Records for the exercise:
◇ ◇ ◇ ◇

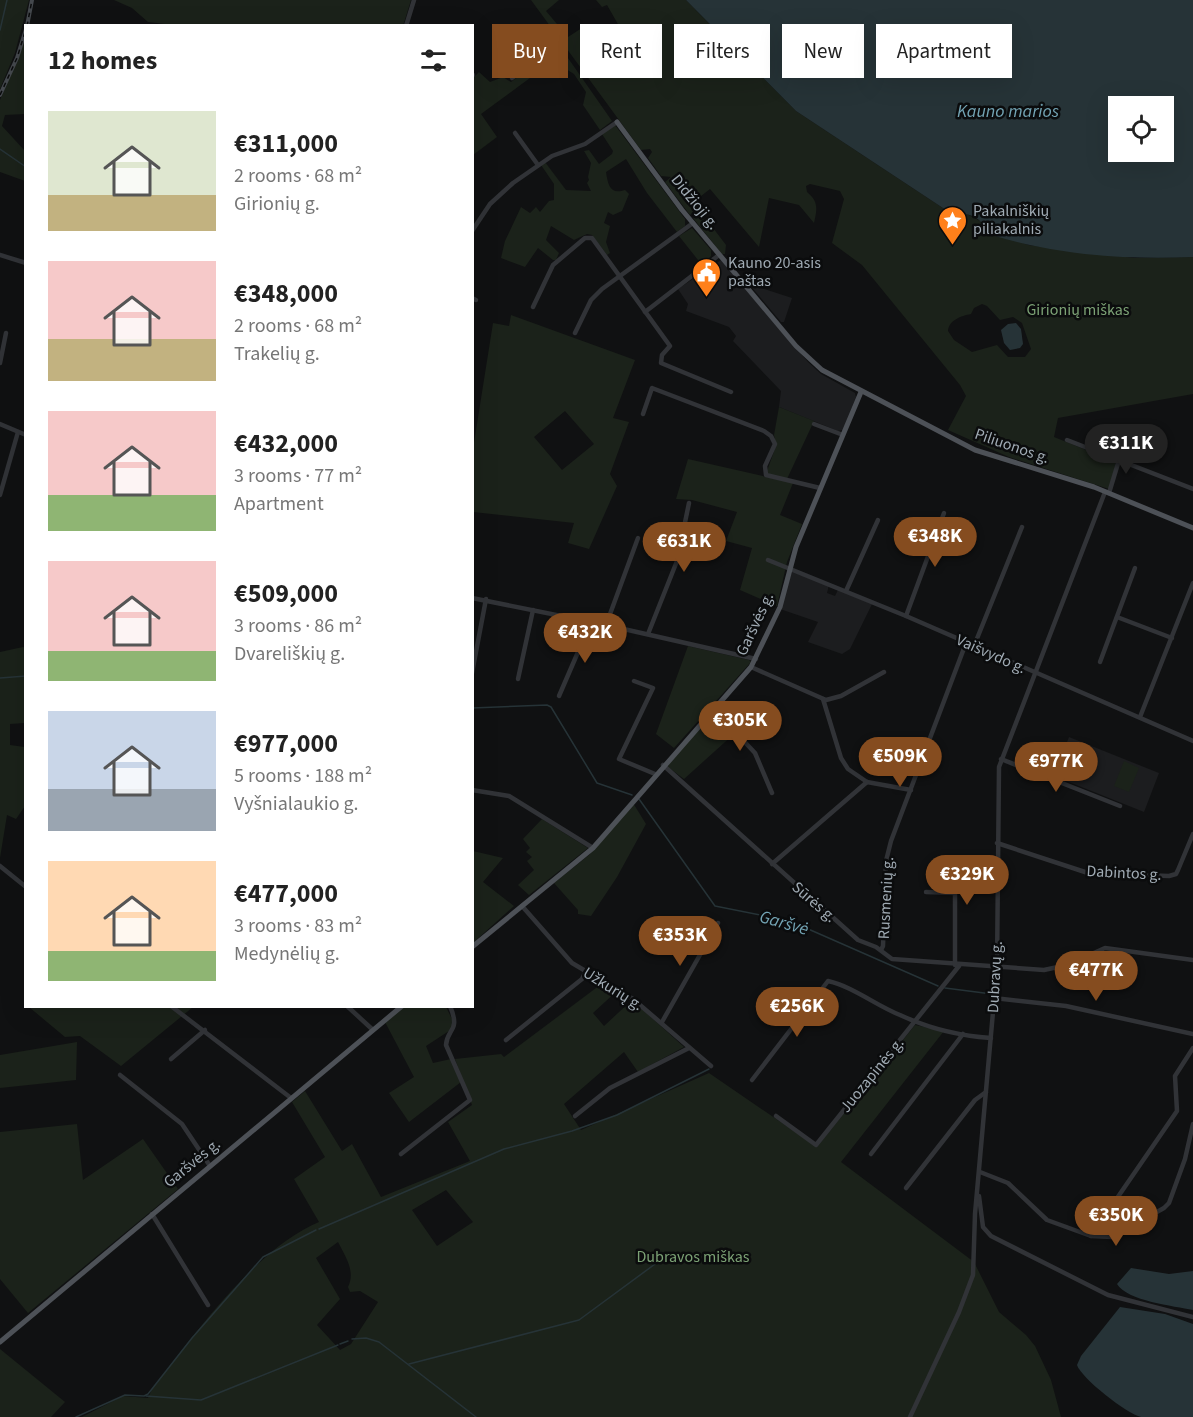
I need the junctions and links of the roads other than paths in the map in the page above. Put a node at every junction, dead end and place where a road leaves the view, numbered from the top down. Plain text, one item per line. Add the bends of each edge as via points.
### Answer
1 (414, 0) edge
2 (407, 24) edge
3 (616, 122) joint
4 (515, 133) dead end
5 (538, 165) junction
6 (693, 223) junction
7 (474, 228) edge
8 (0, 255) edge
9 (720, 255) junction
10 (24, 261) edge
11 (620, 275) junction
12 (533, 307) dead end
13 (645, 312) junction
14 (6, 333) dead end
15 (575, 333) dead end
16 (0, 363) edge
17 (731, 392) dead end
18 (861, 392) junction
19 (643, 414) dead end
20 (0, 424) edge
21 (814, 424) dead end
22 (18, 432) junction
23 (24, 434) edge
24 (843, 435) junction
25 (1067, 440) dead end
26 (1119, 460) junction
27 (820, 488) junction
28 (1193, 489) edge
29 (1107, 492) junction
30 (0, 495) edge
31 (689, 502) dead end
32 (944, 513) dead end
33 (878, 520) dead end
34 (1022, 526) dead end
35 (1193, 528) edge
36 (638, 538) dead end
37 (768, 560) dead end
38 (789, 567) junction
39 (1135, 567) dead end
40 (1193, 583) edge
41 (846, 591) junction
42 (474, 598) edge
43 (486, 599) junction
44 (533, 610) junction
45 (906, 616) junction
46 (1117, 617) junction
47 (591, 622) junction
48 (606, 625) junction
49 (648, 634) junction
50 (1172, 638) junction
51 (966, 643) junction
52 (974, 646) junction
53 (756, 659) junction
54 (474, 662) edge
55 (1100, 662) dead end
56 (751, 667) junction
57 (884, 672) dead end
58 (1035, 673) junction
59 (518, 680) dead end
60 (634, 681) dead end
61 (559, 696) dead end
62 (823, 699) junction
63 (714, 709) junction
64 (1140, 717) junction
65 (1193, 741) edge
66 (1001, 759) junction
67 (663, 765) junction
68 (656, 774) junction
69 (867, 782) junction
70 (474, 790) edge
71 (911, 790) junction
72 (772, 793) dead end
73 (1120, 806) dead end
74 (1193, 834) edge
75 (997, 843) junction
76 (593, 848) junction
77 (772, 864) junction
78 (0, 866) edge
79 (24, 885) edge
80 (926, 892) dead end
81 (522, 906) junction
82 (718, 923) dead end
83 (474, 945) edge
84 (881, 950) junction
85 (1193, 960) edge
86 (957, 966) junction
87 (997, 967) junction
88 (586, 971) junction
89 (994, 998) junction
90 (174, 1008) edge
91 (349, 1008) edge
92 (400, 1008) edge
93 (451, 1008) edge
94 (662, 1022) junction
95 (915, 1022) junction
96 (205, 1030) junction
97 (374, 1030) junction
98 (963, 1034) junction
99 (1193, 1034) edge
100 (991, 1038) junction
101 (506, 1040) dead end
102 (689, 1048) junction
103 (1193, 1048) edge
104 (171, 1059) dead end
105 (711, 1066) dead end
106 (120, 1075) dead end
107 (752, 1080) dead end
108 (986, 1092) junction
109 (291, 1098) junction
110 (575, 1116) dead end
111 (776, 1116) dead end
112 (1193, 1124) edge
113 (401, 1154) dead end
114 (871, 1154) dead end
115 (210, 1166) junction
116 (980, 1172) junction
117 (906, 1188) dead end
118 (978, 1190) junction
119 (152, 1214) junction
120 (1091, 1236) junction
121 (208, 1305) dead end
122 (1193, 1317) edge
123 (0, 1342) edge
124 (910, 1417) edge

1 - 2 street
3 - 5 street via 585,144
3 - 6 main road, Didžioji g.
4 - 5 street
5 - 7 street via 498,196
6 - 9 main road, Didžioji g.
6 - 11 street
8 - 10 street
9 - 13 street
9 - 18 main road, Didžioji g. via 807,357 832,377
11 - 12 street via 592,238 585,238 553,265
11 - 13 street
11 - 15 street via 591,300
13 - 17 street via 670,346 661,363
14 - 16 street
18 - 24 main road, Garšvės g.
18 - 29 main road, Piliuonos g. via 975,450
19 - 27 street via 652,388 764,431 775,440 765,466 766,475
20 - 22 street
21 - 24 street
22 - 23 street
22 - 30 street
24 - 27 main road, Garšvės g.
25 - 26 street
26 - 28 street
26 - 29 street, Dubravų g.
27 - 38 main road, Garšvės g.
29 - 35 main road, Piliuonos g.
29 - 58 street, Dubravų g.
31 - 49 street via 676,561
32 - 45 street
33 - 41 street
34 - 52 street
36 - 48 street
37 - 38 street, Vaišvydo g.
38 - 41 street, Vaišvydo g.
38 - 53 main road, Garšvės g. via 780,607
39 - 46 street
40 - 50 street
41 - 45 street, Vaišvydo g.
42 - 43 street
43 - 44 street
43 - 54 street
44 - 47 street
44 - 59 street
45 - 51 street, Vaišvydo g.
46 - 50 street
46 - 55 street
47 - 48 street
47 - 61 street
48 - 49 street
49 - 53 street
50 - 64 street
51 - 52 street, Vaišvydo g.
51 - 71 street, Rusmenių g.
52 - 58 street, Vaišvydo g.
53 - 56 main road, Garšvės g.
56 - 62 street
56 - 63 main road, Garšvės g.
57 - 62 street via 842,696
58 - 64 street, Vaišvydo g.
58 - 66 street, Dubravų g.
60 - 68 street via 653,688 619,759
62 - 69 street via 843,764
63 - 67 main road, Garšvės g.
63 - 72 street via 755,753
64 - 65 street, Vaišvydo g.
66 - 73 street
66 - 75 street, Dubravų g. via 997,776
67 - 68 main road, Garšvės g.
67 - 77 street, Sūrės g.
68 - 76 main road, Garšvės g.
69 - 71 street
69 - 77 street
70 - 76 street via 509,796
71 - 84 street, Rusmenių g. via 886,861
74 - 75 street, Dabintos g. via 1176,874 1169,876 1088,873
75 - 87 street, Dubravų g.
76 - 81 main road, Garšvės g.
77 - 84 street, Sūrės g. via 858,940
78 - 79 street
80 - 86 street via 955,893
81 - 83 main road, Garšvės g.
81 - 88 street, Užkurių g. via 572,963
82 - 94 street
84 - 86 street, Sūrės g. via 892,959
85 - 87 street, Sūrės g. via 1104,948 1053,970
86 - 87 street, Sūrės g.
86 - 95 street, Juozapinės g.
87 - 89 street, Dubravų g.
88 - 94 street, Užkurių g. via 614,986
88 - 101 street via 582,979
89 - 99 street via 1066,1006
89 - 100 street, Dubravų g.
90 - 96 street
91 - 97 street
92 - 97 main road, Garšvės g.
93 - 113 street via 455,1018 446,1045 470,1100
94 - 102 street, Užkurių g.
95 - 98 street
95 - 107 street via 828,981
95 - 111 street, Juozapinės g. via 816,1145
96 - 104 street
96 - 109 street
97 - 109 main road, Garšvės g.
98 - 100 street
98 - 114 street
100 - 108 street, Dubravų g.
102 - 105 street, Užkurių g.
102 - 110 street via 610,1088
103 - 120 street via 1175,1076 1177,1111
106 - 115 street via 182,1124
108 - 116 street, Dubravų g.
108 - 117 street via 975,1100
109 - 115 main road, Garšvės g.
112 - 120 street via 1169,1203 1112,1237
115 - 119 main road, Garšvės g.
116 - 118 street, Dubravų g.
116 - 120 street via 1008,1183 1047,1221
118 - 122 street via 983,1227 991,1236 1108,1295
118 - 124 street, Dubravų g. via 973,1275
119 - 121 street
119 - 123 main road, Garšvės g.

◇ ◇ ◇ ◇

Exercise instructions: In the material above, find every line that has the string "Didžioji" and pull those lines out.

Task output:
3 - 6 main road, Didžioji g.
6 - 9 main road, Didžioji g.
9 - 18 main road, Didžioji g. via 807,357 832,377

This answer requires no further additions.